Any deductions attributable to tax exempt income are non-deductible. If a trust or estate has tax exempt income, a portion of the trustee or executor fee will be non-deductible.
Types of Trusts. There are three types of trusts for income tax purposes: (i) simple trusts; (ii) complex trusts; and (iii) grantor trusts, and the rules are different for each.
A simple trust is required to distribute its accounting income annually, cannot make any principal distributions or distributions to charity.
A grantor trust is one where the grantor or beneficiary has one or more “powers” described in §§ 673-678, resulting in all income, expenses, and credits “flowing through” and taxed to the grantor or beneficiary regardless of whether any distributions are made. The rules of Subchapter J do not apply to grantor trusts, and they were not discussed in this presentation.
A complex trust is any trust other than a simple or grantor trust.
Definitions of Income. There are several very important concepts when dealing with the income taxation of trusts and estates that differ from income taxation of individuals.
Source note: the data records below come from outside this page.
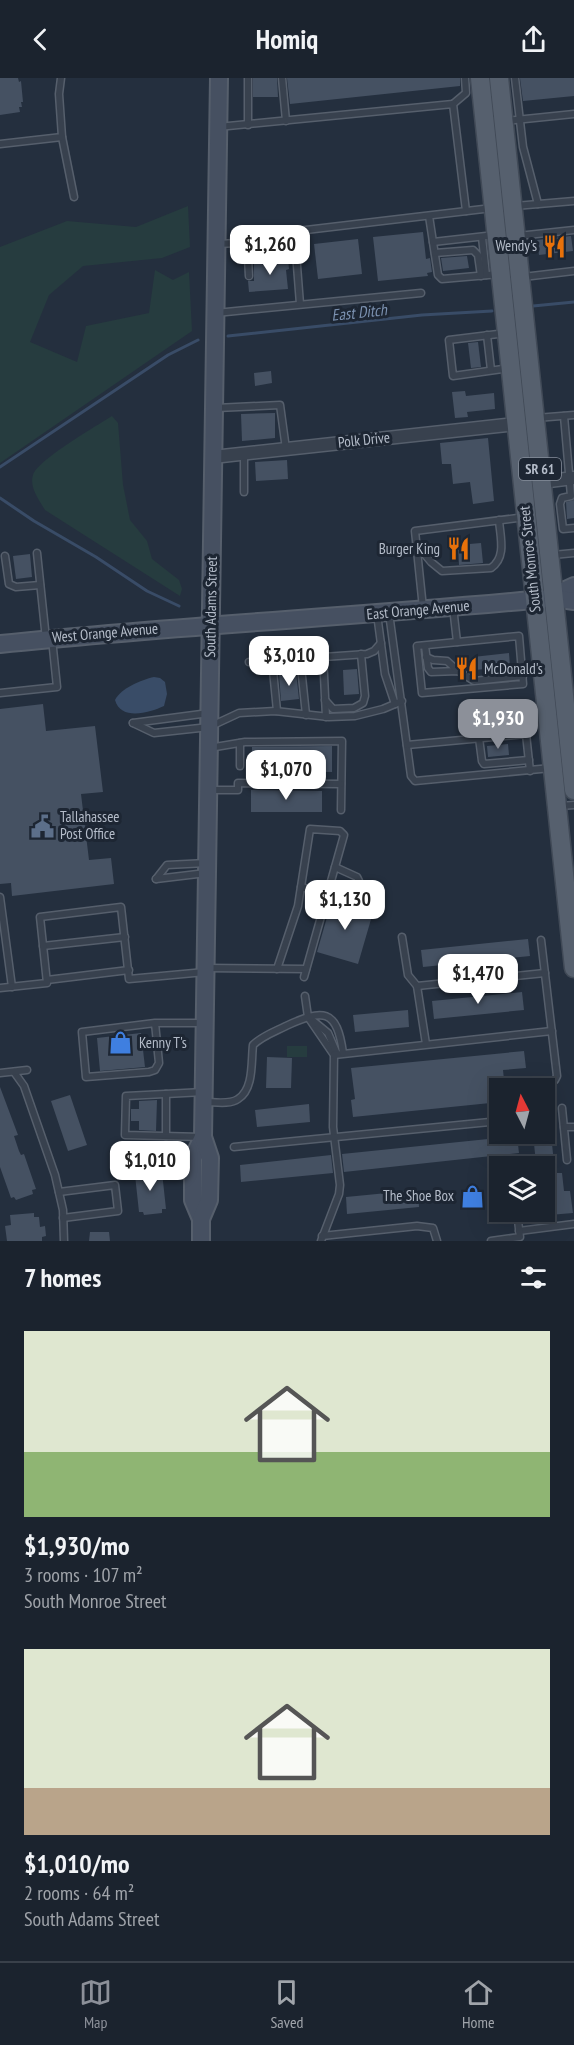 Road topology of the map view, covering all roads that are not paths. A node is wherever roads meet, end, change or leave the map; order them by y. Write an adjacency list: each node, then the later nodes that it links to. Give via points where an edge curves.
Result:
1 (61, 78): 15 (lane)
2 (219, 78): 14 (main road, South Adams Street)
3 (248, 78): 13 (lane)
4 (282, 78): 11 (lane)
5 (465, 78): 9 (lane, via 466,93)
6 (480, 78): 21 (main road, South Monroe Street / SR 61)
7 (499, 78): 12 (main road, South Monroe Street / SR 61)
8 (515, 78): 12 (lane)
9 (453, 104): 11 (lane); 22 (lane)
10 (574, 114): 12 (lane)
11 (286, 121): 13 (lane)
12 (511, 121): 19 (lane, via 523,147); 20 (main road, South Monroe Street / SR 61)
13 (248, 125): 14 (lane)
14 (218, 127): 29 (main road, South Adams Street)
15 (62, 137): 16 (lane); 17 (lane)
16 (0, 144)
17 (75, 197)
18 (574, 201): 19 (lane)
19 (538, 204): 20 (lane)
20 (512, 206): 21 (main road); 27 (main road, South Monroe Street / SR 61)
21 (493, 208): 22 (lane); 26 (main road, South Monroe Street / SR 61)
22 (466, 212): 23 (lane)
23 (429, 216): 25 (lane); 28 (lane)
24 (574, 230): 27 (lane)
25 (273, 235): 29 (lane); 31 (lane)
26 (489, 236): 28 (lane); 33 (main road, South Monroe Street / SR 61)
27 (515, 236): 35 (main road, South Monroe Street / SR 61)
28 (433, 242): 30 (lane)
29 (216, 244): 38 (main road, South Adams Street)
30 (435, 253): 33 (lane, via 473,250); 33 (lane, via 442,279)
31 (275, 255): 34 (lane, via 248,257); 37 (lane, via 296,253)
32 (574, 271): 35 (lane)
33 (489, 275): 39 (main road, South Monroe Street / SR 61)
34 (249, 276)
35 (519, 277): 47 (main road, South Monroe Street / SR 61)
36 (421, 293): 37 (lane)
37 (300, 304): 38 (lane)
38 (215, 313): 44 (main road, South Adams Street)
39 (506, 333): 40 (lane); 41 (main road, South Monroe Street / SR 61)
40 (487, 335): 42 (lane); 42 (lane, via 448,340 453,376)
41 (510, 368): 42 (lane); 43 (main road, South Monroe Street / SR 61)
42 (491, 370)
43 (514, 405): 47 (main road, via 521,414); 48 (main road, South Monroe Street / SR 61)
44 (214, 409): 49 (lane, via 280,405); 51 (main road, South Adams Street)
45 (574, 415): 46 (lane)
46 (564, 416): 47 (lane); 52 (lane)
47 (534, 418): 53 (main road, South Monroe Street / SR 61)
48 (516, 424): 49 (street, Polk Drive); 55 (main road, South Monroe Street / SR 61)
49 (286, 449): 50 (street, Polk Drive)
50 (244, 453): 51 (street, Polk Drive); 54 (lane)
51 (213, 457): 72 (main road, South Adams Street)
52 (572, 479): 53 (street); 57 (lane, via 571,495 562,498)
53 (541, 482): 57 (main road, South Monroe Street / SR 61)
54 (244, 492)
55 (525, 517): 56 (lane); 67 (main road, South Monroe Street / SR 61)
56 (499, 520): 59 (lane, via 416,531); 59 (lane, via 501,552 491,568 442,571)
57 (554, 525): 58 (lane); 62 (main road, South Monroe Street / SR 61)
58 (574, 528)
59 (417, 545): 70 (lane)
60 (37, 553): 64 (lane)
61 (574, 553): 62 (lane)
62 (549, 555): 66 (main road, South Monroe Street / SR 61)
63 (5, 556): 64 (lane, via 9,584)
64 (40, 585): 73 (lane)
65 (574, 586): 66 (main road, East Orange Avenue)
66 (554, 598): 67 (main road, East Orange Avenue); 68 (main road, East Orange Avenue); 103 (main road, South Monroe Street / SR 61, via 566,672)
67 (534, 600): 69 (main road, East Orange Avenue); 84 (main road, South Monroe Street / SR 61)
68 (574, 601)
69 (453, 607): 70 (main road, East Orange Avenue); 74 (lane)
70 (423, 610): 71 (main road, East Orange Avenue)
71 (383, 613): 72 (main road, East Orange Avenue); 75 (lane); 90 (lane)
72 (211, 624): 73 (main road, West Orange Avenue); 94 (main road, South Adams Street)
73 (49, 639): 76 (main road, West Orange Avenue); 88 (lane, via 57,687)
74 (457, 642): 77 (lane); 85 (lane, via 519,636)
75 (381, 643): 78 (lane, via 374,651); 90 (lane, via 385,674)
76 (0, 644)
77 (425, 646): 81 (lane); 87 (lane, via 417,646 422,693 523,684)
78 (361, 654): 79 (lane); 89 (lane, via 363,703 354,708 333,709)
79 (323, 655): 80 (lane); 89 (lane)
80 (300, 657): 82 (lane); 92 (lane)
81 (426, 657): 86 (lane, via 447,661); 86 (lane, via 431,672)
82 (272, 660): 83 (lane); 91 (lane)
83 (249, 662)
84 (541, 664): 85 (lane); 102 (main road, South Monroe Street / SR 61)
85 (522, 666): 87 (lane)
86 (458, 671): 87 (lane, via 474,681)
87 (523, 676)
88 (0, 693)
89 (325, 700): 93 (lane)
90 (399, 702): 93 (lane, via 366,714); 97 (lane)
91 (277, 711): 92 (lane); 94 (lane, via 239,713)
92 (306, 715): 93 (lane)
93 (326, 717)
94 (209, 720): 94 (lane, via 154,733 133,723); 98 (main road, South Adams Street)
95 (479, 738): 97 (lane); 99 (lane, via 484,764); 99 (lane, via 526,734)
96 (240, 743): 98 (lane); 100 (lane); 104 (lane, via 342,741)
97 (407, 745): 101 (lane, via 415,781)
98 (209, 748): 105 (main road, South Adams Street)
99 (529, 760): 101 (lane)
100 (240, 766)
101 (530, 771): 102 (lane)
102 (553, 773): 103 (lane); 106 (main road, South Monroe Street / SR 61)
103 (573, 777)
104 (341, 784): 105 (lane, via 238,783 238,790); 107 (lane)
105 (208, 790): 109 (main road, South Adams Street)
106 (565, 806): 119 (main road, South Monroe Street / SR 61)
107 (341, 810)
108 (335, 867): 110 (lane, via 344,836 340,831 310,829); 111 (lane); 113 (lane, via 357,877)
109 (207, 868): 109 (lane, via 167,865 156,879); 123 (main road, South Adams Street)
110 (301, 887): 111 (lane); 120 (lane)
111 (327, 894): 113 (lane); 121 (lane)
112 (0, 897): 128 (lane)
113 (354, 900): 114 (lane)
114 (367, 903)
115 (125, 937): 118 (lane); 118 (lane, via 121,907 40,916); 122 (lane)
116 (402, 937): 127 (lane, via 408,975)
117 (541, 940): 124 (lane)
118 (43, 946): 126 (lane)
119 (574, 968)
120 (277, 969): 121 (lane); 123 (lane)
121 (306, 969): 125 (lane)
122 (129, 970): 123 (lane, via 129,979); 126 (lane)
123 (206, 970): 133 (main road, South Adams Street)
124 (545, 973): 127 (lane); 134 (lane)
125 (304, 977)
126 (47, 981): 128 (lane)
127 (417, 986): 135 (lane)
128 (12, 987): 129 (lane)
129 (0, 988)
130 (305, 996): 131 (lane)
131 (308, 1017): 136 (lane); 136 (lane, via 328,1016 338,1028); 142 (lane, via 260,1038 253,1045 249,1085 239,1099 230,1102)
132 (156, 1023): 132 (lane, via 82,1032 86,1077 155,1070 159,1063); 133 (lane)
133 (205, 1023): 142 (main road, South Adams Street)
134 (552, 1030): 135 (lane); 140 (lane)
135 (426, 1044): 136 (lane)
136 (338, 1054): 149 (lane)
137 (27, 1070): 138 (lane)
138 (14, 1072): 139 (lane); 152 (lane, via 24,1086)
139 (0, 1073)
140 (555, 1080)
141 (166, 1094): 142 (lane); 147 (lane); 147 (lane, via 126,1096 125,1135)
142 (204, 1097): 148 (main road, South Adams Street)
143 (562, 1108): 146 (lane)
144 (489, 1122): 149 (lane)
145 (574, 1126): 146 (lane)
146 (564, 1127): 151 (lane)
147 (166, 1136): 148 (lane)
148 (203, 1137): 159 (main road, South Adams Street, via 210,1158 209,1200 201,1219)
149 (334, 1138): 150 (lane); 157 (lane, via 339,1194)
150 (234, 1147)
151 (567, 1160)
152 (59, 1192): 153 (lane); 153 (lane, via 115,1185 118,1211)
153 (63, 1218): 158 (lane)
154 (518, 1222): 156 (lane)
155 (574, 1224): 156 (lane)
156 (519, 1231): 161 (lane, via 520,1238)
157 (322, 1238): 160 (lane, via 417,1226 433,1228)
158 (64, 1241)
159 (201, 1241)
160 (437, 1241)
161 (491, 1241)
The first is “trust accounting income” (TAI), defined by the governing instrument or, if silent, state law (such as the Uniform Principal and Income Act or unitrust provisions). TAI governs the amount of distributions to beneficiaries and the allocation of receipts and disbursement between accounting income and principal. TAI does not include capital gains, subject to several exceptions.
“Taxable income” (TI) of an estate or trust is computed the same as for an individual, except the exemptions are different ($600 for an estate, $300 for a simple trust, and $100 for all others); there are different rules for charitable deductions; depreciation deductions are allocated between the entity and the beneficiary; and administration expenses are generally not subject to the 2% floor.
If income is accumulated in the trust or estate and not “deemed” distributed, it is taxed to the trust or estate rather than the beneficiary. If income is distributed, the trust or estate gets a deduction for the amount of the distribution, but it is limited to “distributable net income” (DNI) (discussed below). The beneficiary accounts for income actually distributed (or deemed distributed) to the beneficiary, limited to DNI.
“Distributable net income (DNI) is the heart of the income taxation of trusts and estates. It governs the amount of an estate’s or trust’s distribution deduction and the amount a beneficiary accounts for on his own return, and the character of that income.